What is the law of total expectation?

The law of total expectation states that the expected value of a random variable can be calculated by taking the expected value of that variable conditioned on another variable, and then averaging these conditional expectations. Mathematically, it is expressed as E[X] = E[E[X | Y]], where X is the random variable of interest and Y is another random variable.

How do you apply the law of total expectation in practice?

To apply the law of total expectation, first identify the random variable X whose expectation you want to compute and another random variable Y that can provide useful conditioning information. Calculate the conditional expectation E[X | Y] for each possible value of Y, then take the expectation of these conditional expectations weighted by the probabilities of each value of Y.

Can you give an example of the law of total expectation?

Sure! Suppose we have a random variable X representing the score of a student on a test, and another random variable Y representing whether the student studied (Y=1) or did not study (Y=0). If we know the conditional expectations E[X | Y=1] = 80 and E[X | Y=0] = 50, and the probabilities P(Y=1) = 0.6 and P(Y=0) = 0.4, we can calculate E[X] as follows: E[X] = E[E[X | Y]] = P(Y=1) * E[X | Y=1] + P(Y=0) * E[X | Y=0] = 0.6 * 80 + 0.4 * 50 = 68.
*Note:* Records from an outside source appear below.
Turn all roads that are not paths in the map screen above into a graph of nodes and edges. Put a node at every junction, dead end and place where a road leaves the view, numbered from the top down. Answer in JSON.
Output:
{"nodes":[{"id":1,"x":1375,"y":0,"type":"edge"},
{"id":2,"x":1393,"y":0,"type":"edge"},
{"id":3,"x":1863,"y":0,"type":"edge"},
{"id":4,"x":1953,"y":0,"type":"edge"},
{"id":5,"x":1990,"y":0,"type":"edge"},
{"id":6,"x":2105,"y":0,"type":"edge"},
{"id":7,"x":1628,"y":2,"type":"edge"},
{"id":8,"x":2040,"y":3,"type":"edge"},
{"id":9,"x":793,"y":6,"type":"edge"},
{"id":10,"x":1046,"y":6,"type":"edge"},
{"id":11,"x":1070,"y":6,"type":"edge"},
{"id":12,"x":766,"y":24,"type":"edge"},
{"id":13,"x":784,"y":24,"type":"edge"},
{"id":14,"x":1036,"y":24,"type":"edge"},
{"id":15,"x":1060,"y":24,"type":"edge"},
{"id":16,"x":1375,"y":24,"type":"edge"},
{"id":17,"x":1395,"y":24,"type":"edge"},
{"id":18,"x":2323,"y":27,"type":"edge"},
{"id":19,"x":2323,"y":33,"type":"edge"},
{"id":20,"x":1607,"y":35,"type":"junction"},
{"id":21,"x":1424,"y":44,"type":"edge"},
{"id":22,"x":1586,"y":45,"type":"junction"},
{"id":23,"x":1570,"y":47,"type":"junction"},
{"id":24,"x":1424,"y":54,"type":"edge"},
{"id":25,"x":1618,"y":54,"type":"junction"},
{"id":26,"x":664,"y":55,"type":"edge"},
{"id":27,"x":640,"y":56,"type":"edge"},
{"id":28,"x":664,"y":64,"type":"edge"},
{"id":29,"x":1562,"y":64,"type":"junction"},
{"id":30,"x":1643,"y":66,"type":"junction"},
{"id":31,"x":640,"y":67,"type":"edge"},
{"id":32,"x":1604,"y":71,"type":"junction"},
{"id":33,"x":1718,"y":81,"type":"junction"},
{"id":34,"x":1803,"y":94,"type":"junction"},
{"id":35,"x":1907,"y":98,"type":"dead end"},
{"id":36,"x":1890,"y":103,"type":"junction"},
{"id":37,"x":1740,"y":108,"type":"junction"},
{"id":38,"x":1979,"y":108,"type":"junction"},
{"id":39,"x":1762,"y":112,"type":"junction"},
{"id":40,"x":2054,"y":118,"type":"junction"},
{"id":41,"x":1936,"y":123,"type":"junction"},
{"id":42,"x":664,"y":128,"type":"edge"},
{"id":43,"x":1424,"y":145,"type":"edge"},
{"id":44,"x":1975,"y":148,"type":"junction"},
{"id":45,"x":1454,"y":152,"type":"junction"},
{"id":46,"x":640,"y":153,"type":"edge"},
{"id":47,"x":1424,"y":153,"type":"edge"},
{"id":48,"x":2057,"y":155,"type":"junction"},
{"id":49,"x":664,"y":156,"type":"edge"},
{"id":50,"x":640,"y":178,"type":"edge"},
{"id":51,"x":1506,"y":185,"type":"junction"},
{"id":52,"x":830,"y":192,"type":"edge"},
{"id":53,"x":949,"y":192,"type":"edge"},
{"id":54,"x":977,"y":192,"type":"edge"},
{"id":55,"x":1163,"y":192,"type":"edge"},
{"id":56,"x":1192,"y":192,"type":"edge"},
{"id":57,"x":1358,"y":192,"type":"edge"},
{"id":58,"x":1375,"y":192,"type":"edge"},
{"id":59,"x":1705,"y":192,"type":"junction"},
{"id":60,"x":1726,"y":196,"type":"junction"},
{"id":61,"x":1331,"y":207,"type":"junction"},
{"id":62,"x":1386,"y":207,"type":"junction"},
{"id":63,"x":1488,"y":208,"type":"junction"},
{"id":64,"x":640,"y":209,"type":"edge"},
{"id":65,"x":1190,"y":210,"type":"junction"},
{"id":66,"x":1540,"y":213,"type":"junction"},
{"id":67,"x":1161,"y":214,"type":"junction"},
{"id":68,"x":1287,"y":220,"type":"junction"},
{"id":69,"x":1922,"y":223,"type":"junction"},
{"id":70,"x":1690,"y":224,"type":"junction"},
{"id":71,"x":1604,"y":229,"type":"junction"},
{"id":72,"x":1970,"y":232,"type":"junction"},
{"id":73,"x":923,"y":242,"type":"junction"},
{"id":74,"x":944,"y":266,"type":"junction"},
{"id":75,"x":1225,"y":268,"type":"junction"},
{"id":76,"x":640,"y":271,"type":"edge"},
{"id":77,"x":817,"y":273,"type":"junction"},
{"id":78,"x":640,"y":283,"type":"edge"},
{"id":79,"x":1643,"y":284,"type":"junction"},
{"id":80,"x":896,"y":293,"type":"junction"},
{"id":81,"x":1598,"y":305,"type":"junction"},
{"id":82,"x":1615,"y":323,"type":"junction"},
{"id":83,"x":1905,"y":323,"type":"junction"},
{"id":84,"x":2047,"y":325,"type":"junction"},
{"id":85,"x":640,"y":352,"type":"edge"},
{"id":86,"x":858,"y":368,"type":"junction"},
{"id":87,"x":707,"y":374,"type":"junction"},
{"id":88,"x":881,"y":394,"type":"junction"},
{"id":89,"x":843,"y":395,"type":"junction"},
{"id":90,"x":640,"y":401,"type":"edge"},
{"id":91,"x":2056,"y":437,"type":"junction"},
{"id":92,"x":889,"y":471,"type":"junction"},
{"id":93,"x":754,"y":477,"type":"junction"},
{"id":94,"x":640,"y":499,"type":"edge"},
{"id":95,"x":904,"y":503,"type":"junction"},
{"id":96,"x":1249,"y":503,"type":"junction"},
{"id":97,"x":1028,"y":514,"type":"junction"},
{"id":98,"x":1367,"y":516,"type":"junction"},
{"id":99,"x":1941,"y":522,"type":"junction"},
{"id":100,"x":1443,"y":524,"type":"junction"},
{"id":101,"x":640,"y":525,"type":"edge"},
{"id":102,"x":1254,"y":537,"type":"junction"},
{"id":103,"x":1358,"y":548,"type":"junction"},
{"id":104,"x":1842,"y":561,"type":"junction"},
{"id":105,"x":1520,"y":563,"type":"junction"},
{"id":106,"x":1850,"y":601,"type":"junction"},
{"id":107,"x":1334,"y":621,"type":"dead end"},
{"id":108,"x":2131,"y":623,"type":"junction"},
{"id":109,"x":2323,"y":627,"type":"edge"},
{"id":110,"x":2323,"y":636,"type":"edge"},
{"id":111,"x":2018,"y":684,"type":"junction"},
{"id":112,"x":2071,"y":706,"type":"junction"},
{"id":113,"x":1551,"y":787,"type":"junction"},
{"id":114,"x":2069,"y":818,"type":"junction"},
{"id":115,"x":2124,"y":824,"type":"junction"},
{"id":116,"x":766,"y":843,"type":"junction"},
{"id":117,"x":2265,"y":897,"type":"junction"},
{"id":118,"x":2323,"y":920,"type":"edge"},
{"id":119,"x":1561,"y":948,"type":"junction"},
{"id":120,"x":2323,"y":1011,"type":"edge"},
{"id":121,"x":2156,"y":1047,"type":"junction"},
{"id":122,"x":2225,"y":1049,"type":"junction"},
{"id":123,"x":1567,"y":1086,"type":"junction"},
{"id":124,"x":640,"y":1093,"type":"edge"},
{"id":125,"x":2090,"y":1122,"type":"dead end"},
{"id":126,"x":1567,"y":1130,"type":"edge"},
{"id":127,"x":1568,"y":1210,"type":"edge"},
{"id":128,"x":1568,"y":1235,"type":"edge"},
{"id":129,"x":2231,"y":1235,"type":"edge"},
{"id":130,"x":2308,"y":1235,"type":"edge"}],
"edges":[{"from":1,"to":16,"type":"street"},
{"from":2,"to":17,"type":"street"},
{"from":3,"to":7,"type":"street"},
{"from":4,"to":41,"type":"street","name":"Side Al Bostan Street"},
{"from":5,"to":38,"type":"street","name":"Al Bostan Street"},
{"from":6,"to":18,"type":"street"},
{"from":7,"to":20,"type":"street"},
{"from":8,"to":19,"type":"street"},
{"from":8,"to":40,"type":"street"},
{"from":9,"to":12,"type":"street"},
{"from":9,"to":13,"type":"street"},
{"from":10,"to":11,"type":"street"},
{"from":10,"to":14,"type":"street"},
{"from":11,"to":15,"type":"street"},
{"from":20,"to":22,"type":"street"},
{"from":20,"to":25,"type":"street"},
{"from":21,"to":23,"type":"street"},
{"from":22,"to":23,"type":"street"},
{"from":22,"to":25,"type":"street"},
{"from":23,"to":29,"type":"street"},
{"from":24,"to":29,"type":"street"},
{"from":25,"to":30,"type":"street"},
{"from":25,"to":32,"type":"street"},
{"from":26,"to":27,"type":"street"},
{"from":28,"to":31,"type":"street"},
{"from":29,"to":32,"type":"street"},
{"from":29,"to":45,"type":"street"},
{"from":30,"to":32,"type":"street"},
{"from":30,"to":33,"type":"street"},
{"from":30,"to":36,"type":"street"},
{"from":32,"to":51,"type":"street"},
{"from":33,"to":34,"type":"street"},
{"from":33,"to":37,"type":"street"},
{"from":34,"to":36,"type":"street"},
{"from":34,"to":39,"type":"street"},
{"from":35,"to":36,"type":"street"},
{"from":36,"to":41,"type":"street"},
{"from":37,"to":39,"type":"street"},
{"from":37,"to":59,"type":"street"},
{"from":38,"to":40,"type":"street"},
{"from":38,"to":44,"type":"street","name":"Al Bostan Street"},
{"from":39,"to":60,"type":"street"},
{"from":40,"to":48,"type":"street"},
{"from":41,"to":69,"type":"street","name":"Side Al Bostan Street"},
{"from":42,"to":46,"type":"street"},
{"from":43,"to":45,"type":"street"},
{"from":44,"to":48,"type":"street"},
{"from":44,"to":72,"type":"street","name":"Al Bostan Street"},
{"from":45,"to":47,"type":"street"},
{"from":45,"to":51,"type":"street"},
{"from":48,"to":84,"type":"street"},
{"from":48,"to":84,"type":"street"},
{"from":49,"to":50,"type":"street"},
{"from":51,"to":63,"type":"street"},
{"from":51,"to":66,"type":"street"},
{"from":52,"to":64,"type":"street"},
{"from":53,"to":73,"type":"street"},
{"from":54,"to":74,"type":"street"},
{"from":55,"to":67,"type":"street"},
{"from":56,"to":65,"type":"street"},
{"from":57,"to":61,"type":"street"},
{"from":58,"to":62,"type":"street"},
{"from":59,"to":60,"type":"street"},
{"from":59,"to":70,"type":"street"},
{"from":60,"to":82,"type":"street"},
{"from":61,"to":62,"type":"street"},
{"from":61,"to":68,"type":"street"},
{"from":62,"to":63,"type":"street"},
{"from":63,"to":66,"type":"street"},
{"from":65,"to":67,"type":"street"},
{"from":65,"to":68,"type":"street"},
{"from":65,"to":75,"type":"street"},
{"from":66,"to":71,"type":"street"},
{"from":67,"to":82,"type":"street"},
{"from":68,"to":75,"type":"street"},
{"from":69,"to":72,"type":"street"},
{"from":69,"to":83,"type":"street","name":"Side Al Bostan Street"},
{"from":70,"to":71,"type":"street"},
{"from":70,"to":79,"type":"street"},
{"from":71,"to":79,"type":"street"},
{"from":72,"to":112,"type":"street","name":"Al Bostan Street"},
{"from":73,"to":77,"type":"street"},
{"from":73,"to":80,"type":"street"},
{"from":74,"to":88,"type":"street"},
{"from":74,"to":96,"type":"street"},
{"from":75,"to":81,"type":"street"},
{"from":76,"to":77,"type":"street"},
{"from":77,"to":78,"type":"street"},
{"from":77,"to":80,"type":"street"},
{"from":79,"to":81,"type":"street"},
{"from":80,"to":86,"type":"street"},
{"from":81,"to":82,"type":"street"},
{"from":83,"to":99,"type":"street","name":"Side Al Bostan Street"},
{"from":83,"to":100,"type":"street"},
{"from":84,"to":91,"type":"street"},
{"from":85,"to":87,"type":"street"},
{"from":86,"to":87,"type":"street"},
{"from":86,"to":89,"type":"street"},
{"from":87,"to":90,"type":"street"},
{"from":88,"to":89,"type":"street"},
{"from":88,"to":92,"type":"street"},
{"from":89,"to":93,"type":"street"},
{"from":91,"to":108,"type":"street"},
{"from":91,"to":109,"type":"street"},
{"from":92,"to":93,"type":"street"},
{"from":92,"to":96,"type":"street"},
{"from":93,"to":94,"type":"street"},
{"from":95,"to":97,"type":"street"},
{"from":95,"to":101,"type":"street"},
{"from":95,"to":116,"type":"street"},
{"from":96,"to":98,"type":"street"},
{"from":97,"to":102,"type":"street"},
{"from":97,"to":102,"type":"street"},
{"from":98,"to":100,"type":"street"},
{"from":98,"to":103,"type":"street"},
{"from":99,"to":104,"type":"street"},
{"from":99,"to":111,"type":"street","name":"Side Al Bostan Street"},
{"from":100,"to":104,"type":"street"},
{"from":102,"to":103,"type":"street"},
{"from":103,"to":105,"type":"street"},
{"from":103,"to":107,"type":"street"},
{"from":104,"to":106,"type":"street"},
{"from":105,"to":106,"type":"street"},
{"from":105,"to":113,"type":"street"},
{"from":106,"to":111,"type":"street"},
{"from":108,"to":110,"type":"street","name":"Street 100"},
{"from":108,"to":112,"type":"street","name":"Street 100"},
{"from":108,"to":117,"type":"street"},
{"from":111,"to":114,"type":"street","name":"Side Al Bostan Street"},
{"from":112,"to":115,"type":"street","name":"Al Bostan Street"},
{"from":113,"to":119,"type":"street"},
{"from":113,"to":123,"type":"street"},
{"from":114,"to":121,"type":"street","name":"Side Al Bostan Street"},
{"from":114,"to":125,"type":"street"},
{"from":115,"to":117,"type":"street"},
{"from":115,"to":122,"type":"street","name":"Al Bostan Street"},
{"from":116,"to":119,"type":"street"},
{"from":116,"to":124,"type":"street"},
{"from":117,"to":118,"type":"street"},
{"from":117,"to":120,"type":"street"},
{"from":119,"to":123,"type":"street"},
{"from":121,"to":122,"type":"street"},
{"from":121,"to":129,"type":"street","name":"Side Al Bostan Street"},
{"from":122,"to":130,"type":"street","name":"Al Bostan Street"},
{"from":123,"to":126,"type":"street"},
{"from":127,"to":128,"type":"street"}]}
What are common mistakes when using the law of total expectation?

Common mistakes include failing to correctly identify the conditioning variable Y, miscalculating the conditional expectations E[X | Y], or incorrectly applying the probabilities associated with Y. It's also important to ensure that the probabilities sum to 1, as this is a requirement for proper conditioning.

How does the law of total expectation relate to other concepts in probability theory?

The law of total expectation is closely related to the law of total probability and the concept of conditional expectation. It provides a framework for breaking down complex expectations into simpler, manageable parts. Additionally, it is often used in conjunction with other statistical methods, such as Bayesian inference and Markov chains, to derive more complex results in probability and statistics.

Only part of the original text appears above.